Comprehensive Functionalities
Authorship will initially launch in beta within Google Docs for all Grammarly users next month, with expansions to Microsoft Word and Apple’s Pages slated by the end of the year. It will be available in all versions of these applications, including free and paid iterations. Grammarly’s price points include a free basic service, a $12-per-month Premium subscription, a $15-per-month Business plan, and an edition for educational institutions. Authorship will be accessible through all these plans, ensuring broad user availability.
Focus on Education
Grammarly has placed a significant emphasis on the education sector, responding to issues faced by students and educators alike. Jenny Maxwell, Head of Grammarly for Education, highlighted this focus, pointing out the frequent lack of clear AI policies within educational institutions. According to Maxwell, this ambiguity has led to an over-reliance on imperfect AI detection tools, causing confrontations when student work is inaccurately flagged as AI-generated. Authorship aims to facilitate constructive discussions about AI’s role in education and provide transparent insights into the writing process.

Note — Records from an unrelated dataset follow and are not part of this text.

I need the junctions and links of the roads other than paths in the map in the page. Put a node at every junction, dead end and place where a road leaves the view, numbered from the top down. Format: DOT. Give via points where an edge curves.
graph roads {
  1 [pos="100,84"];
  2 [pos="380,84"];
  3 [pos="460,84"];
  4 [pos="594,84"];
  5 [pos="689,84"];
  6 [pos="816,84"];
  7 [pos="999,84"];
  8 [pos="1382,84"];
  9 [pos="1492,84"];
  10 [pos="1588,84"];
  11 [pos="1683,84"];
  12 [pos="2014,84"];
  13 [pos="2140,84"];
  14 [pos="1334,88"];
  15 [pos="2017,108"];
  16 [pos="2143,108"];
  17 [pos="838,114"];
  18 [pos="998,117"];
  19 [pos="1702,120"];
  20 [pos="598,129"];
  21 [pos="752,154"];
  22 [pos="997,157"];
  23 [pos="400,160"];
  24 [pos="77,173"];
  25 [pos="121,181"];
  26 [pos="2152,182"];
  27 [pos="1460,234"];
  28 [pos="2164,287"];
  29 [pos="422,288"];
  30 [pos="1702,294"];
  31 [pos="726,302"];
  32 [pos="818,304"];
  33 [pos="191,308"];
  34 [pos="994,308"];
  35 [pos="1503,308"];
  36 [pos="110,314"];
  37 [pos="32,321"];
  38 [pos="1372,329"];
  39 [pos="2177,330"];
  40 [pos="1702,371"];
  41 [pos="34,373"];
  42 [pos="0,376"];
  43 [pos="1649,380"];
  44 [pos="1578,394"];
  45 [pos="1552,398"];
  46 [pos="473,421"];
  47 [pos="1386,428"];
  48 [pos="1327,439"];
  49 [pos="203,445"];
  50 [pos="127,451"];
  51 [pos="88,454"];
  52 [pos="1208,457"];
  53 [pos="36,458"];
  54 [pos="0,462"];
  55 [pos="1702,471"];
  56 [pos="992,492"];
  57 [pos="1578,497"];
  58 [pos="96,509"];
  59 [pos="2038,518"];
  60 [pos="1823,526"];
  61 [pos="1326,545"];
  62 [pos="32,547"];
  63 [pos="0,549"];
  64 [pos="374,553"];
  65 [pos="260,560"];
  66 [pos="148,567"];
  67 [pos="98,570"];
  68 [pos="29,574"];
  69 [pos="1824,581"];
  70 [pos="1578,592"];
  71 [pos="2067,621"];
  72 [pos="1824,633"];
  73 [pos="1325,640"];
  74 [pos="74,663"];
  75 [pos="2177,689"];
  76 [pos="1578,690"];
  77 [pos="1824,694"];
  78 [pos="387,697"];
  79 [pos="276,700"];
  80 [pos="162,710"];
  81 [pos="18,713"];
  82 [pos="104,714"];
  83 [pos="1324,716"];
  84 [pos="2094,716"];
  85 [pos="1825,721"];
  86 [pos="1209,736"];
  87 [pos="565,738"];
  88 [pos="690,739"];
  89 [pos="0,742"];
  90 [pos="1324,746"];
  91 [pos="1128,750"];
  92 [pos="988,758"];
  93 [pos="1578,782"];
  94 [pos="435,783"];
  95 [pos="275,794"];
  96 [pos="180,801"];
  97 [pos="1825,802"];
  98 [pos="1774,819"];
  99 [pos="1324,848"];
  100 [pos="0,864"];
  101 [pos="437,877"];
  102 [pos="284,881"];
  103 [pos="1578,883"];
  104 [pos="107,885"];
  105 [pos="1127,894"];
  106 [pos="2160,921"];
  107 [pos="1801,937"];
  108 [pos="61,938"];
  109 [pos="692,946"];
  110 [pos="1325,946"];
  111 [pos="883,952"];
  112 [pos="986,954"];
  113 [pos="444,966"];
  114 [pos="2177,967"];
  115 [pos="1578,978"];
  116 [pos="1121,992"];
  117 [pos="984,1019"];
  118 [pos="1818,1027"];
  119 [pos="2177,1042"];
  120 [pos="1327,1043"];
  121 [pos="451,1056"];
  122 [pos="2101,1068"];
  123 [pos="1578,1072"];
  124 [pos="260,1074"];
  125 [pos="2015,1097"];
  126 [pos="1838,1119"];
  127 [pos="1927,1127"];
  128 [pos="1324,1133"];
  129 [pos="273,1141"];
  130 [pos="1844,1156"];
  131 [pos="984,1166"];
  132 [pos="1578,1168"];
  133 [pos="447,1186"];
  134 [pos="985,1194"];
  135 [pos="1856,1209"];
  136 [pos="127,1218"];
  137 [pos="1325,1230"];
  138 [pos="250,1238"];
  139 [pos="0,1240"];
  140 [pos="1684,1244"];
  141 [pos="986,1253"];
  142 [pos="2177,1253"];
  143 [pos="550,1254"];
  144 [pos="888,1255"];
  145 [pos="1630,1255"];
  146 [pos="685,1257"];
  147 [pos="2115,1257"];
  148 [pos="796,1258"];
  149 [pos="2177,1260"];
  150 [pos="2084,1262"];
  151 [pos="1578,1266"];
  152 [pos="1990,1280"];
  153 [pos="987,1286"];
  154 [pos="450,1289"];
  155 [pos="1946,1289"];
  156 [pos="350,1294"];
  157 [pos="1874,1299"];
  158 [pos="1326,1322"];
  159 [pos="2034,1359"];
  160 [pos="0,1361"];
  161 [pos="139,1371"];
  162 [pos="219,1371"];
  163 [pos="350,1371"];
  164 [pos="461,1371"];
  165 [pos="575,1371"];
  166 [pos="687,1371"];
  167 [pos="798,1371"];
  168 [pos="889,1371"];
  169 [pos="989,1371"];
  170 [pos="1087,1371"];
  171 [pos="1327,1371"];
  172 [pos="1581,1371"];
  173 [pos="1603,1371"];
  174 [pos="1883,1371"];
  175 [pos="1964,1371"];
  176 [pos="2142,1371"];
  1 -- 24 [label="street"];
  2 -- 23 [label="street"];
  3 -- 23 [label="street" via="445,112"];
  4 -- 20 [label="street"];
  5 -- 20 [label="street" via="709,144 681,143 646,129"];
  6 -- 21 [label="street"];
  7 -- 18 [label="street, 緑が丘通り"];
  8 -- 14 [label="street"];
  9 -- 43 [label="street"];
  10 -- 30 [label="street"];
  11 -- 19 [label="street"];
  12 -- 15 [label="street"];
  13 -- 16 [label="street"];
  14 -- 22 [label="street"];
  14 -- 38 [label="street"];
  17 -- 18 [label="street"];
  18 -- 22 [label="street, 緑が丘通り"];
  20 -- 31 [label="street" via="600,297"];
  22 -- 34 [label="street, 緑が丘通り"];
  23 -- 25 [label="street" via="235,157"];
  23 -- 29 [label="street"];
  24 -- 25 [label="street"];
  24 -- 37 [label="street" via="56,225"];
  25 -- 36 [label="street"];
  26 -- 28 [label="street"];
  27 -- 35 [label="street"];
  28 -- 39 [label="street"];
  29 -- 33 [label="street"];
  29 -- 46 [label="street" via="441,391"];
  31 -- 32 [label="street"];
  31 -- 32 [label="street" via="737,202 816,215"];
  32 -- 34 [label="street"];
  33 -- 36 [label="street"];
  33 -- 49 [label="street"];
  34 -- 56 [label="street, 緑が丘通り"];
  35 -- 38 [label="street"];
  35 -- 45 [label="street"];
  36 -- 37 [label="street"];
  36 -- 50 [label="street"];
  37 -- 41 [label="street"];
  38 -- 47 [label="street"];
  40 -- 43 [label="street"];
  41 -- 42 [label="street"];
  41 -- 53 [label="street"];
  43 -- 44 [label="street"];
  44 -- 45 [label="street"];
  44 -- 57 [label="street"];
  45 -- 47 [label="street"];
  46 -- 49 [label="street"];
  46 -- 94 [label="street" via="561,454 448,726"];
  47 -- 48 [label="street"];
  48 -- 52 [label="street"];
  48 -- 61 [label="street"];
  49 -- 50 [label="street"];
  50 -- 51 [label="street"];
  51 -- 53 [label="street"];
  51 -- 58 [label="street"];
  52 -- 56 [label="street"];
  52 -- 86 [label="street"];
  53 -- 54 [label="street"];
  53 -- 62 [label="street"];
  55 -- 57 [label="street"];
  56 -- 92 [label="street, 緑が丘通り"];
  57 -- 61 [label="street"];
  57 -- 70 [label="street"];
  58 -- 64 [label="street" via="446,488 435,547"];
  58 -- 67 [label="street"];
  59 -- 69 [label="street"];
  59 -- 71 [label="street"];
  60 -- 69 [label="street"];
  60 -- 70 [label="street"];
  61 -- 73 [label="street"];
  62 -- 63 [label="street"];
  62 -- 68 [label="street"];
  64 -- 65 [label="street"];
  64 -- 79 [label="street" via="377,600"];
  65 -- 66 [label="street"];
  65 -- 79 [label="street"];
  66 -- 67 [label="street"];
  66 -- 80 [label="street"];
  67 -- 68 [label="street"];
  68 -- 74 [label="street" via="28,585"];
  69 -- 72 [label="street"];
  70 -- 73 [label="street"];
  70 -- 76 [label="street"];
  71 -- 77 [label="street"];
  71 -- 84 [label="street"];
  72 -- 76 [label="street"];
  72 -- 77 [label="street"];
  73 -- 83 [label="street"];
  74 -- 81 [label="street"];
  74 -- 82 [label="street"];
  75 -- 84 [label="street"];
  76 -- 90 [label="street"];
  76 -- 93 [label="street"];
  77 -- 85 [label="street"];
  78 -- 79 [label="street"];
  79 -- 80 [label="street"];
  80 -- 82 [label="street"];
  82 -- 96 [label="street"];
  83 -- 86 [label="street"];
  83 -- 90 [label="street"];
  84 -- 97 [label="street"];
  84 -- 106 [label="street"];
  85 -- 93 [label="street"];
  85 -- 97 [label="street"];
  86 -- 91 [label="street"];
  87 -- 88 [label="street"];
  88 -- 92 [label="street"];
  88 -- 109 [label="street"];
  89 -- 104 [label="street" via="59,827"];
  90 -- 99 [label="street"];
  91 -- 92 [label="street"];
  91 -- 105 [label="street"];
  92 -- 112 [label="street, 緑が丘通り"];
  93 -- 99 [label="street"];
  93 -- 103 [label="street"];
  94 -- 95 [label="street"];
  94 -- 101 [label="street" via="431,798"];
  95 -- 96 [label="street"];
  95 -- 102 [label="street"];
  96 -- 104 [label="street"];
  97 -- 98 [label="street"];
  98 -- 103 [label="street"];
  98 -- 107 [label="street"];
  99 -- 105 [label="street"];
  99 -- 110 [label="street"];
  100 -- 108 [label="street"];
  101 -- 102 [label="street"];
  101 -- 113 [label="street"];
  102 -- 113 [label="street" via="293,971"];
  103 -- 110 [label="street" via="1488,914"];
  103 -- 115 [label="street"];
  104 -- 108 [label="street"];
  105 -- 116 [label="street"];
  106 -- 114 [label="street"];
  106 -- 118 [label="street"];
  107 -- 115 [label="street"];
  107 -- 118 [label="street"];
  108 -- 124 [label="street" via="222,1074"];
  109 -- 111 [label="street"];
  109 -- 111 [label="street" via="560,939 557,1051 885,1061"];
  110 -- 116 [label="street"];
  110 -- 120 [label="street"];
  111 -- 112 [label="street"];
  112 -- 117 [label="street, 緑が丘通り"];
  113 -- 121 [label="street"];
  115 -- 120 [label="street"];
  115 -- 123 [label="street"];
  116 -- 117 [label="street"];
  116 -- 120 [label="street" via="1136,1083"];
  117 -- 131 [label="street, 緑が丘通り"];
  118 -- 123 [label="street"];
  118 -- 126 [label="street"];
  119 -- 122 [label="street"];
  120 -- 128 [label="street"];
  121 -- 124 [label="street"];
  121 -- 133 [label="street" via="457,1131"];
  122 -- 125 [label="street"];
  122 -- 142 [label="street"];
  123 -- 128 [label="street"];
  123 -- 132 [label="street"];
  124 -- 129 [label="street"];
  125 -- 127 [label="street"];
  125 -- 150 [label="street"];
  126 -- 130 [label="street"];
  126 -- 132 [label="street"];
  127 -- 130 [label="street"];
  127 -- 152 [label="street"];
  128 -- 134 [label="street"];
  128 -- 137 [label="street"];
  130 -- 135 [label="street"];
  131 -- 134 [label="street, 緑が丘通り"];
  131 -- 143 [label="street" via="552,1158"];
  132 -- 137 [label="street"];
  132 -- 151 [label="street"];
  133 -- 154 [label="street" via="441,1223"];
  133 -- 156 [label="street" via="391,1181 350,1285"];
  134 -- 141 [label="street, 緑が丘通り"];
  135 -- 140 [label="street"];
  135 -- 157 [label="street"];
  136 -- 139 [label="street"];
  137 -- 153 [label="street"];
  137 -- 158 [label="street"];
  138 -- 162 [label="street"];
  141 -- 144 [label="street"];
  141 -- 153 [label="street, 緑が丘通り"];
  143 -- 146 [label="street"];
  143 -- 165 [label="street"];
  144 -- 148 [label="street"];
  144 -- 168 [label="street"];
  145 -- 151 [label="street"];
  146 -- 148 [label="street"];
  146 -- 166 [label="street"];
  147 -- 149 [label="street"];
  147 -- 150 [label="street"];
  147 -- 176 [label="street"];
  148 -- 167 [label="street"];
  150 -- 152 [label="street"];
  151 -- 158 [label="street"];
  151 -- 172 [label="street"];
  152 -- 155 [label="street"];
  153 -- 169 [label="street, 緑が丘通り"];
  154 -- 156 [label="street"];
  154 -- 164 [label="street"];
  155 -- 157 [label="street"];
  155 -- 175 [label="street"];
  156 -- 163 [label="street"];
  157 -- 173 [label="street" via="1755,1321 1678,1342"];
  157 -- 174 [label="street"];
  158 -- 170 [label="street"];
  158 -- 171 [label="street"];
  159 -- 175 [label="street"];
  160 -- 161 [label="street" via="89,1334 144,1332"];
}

Detailed Analysis and Reporting
Once activated, Authorship categorises text within a document based on its origin: human-typed, AI-generated, AI-modified, pasted from known or unknown sources, or edited by tools like Grammarly. Users can access detailed analytics, offering breakdowns on how much of the document was authored by humans versus AI. An overall analysis will reveal writing statistics such as the total time spent and the number of active writing sessions.
One notable feature is the generation of a comprehensive Authorship report. This report includes the full text of the document, with segments colour-coded to indicate their source. An additional replay feature will visually demonstrate how the text was constructed, providing users with a clear understanding of the document’s authorship.
Future Enhancements
Grammarly’s future updates for Authorship will include prompts for students to cite external sources within their work. This feature is expected to launch early next year and aims to further support academic integrity.
Market Context
The market for AI detection tools has been challenging, with notable companies like OpenAI struggling to achieve high accuracy. OpenAI launched and then withdrew its AI detection tool in 2023 due to accuracy issues. Despite such challenges, the development of these tools continues, and the launch of Grammarly Authorship is highly anticipated. Its performance, relative to existing solutions, will become clear once it is deployed next month.
Grammarly Authorship represents a significant step forward in addressing the complexities of text authorship in the age of AI, offering a mix of real-time tracking and detailed post-analysis to better serve the needs of individual users, businesses, and educational institutions.